## Top view of DataScience and machine learning

December 31, 2016

Posted by on **As a Data Scientist you have or you should not be limited yourself with only the training you got around, you have to think far and more ahead in terms of various things around, think of yourself as an amazing or great thinker like how many variables are possible to run the system or how many variables can really effect the system at which level.**

Let’s Look at top three Questions:

__What is a Data Scientist?__

__Why does it appear to be such a hard job?__

__What are the Skill Sets a Data Scientist Need?__

First thing we have to remember or taken care is big data. Organizations have lot of data those are collecting from various sources(mostly clients and activities) but that data is HUGE and no idea how to manage that in particular order. **A Data Scientist’s job is to find meaning in that data.**

**What kind of skills one should look for dataScientist?**

For a Data Scientist’s job one need to hire a PhD,Mathematician or Statistician for the job or one can also grow a Data Scientist with-in the organization.

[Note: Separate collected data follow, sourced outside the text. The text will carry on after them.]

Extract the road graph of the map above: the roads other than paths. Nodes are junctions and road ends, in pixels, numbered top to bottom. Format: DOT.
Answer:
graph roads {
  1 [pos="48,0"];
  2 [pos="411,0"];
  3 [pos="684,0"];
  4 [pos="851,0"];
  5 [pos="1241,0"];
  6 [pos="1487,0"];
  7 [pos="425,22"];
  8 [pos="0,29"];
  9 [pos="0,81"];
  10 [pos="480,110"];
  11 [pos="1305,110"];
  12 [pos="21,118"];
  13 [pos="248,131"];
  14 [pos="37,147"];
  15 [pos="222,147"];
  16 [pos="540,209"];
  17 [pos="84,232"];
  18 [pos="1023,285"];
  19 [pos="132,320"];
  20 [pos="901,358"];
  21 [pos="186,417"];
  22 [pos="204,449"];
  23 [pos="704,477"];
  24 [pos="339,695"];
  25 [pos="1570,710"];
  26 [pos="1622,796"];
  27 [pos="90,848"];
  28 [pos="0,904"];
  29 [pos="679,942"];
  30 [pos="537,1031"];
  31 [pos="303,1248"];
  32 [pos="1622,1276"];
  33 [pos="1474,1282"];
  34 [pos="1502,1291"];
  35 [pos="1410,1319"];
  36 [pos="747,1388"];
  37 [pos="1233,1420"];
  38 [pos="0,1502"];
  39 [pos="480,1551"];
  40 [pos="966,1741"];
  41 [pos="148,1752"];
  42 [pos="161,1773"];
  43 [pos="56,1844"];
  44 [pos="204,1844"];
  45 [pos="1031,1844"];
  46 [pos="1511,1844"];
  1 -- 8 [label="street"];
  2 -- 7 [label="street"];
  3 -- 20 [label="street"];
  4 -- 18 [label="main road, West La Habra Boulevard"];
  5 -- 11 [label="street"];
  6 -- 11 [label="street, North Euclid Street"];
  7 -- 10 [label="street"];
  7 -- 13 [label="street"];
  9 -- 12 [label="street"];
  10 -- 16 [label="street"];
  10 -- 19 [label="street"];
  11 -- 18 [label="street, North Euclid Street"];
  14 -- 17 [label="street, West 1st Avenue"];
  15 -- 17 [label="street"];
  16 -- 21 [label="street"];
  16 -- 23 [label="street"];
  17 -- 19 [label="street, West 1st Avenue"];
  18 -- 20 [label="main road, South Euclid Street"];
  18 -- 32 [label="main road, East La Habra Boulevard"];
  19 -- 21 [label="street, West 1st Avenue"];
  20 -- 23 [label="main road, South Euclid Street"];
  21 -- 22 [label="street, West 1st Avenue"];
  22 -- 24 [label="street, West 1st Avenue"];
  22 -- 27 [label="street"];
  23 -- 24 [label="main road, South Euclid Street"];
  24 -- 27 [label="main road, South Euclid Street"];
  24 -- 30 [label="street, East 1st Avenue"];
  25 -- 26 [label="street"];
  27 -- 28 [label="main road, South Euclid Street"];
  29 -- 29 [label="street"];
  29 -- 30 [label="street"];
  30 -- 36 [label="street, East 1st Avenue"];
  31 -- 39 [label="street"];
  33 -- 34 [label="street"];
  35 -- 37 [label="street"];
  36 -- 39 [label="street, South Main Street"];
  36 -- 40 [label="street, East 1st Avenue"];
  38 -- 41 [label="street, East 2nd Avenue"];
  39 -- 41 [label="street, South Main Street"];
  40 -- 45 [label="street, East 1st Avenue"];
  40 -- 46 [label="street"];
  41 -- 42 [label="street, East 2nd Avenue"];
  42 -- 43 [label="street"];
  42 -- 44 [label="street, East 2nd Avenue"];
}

**What is the fundamental Job of Data Scientist?**

Data Scientist is the one who found new discoveries from the data.

That’s what Scientist do. As a scientist first make a hypothesis and then try to investigate that Hypothesis under various conditions now in the case of Data Scientist they just do it with Data!

Data Scientist look for meaning,Knowlede in data and they do that in couple of different ways.

**Visualization of Data:**

For example one is Data-Visualization. Data Scientist visualize data in various forms and look for the meaning in the data, That’s what we can say business intelligence or Data Analyst might do.

**Using Algorithms:**

Advanced Algorithms those actually run through the data by looking all the meaning. Such algorithms are like Machine-learning Algorithms, Neural-Network, SVM, Regression Algorithm or K-means. There are dozens of algorithms and those run through data Looking for the meaning that is one of the fundamental tool of Data Scientist.

**So to use those Algorithms Data Scientist must have knowledge of Mathematics,Statistics and Computer Science.**

**So how Data Scientist’s work is being Started or Done? **

A data Scientist is given a large Data-Set or may be small Data-Set with a question.

Something like what customers are likely to return?

Or What customers are likely to buy in weekends?

or How many families buy sweets/fruits on festivals.(You can find the income range of families)-that is classic statics problem.

Now it is Data Scientist job to run various Algorithms on data and look for the answer. Here is simple thing one must think about, It is like how or why specific algorithm would work out on data. If we have basic or general level knowledge of algorithms then we can identify what this algorithm would really answer such question.

**“”””””””So Data Scientist go through various algorithms until they can find some pattern in data to answer the questions””””””**

Same thing is applicable with any trading strategy, we have to look for in our research that’s why such specific algorithm would work out Or other question is that how one Data Scientist can improve the recommendations of recommendation engine.

Netflix came with competition that Netflix would pay million dollars to one who would just improve their Recommendation Algorithm by 10%.

**Five Data Scientist actually came up with that Algorithm that would do that. **

**So again we can say that Data Scientists are people who answer questions and they are using data to answer those questions Or they are using the combination of Data or algorithms to answer those questions.**

When you have large dataset with various categories and columns then you have to rely on various algorithms so fundamanetal knowledge of such algorithms is what DataScientist should be aware of.

**What a Data Scientist is not?**

There are various myths about Data Scientist, is not a Java Programmer who knows Hadoop, many people are billing themselves as Data Scientists as they have such technical skills they are not data Scientist unless they don’t know data-discovery techniques and how algorithms would work on that data!!

**What is the difference between a A data Scientist and Data Analyst?**

Now we should also not confuse a Data-Analyts or busniess analyst with Data Scientist, Data Analyst is the one who create reports,graphs,dashboards based on data. Those reports based on their own knowledge that what they think is “important” to show or consider .

**Data Scientist is the one who Hypothesis what is important and then try to prove that Hypothesis.**

Now It is great for one person to have both of skills for programming as well as for Business domain knowledge. but most important is fundamental knowledge of ‘Algorithms,mathematics and statistics’. That is the one reason it is bit difficult to find a A Data Scientist because it needs some unique Skills.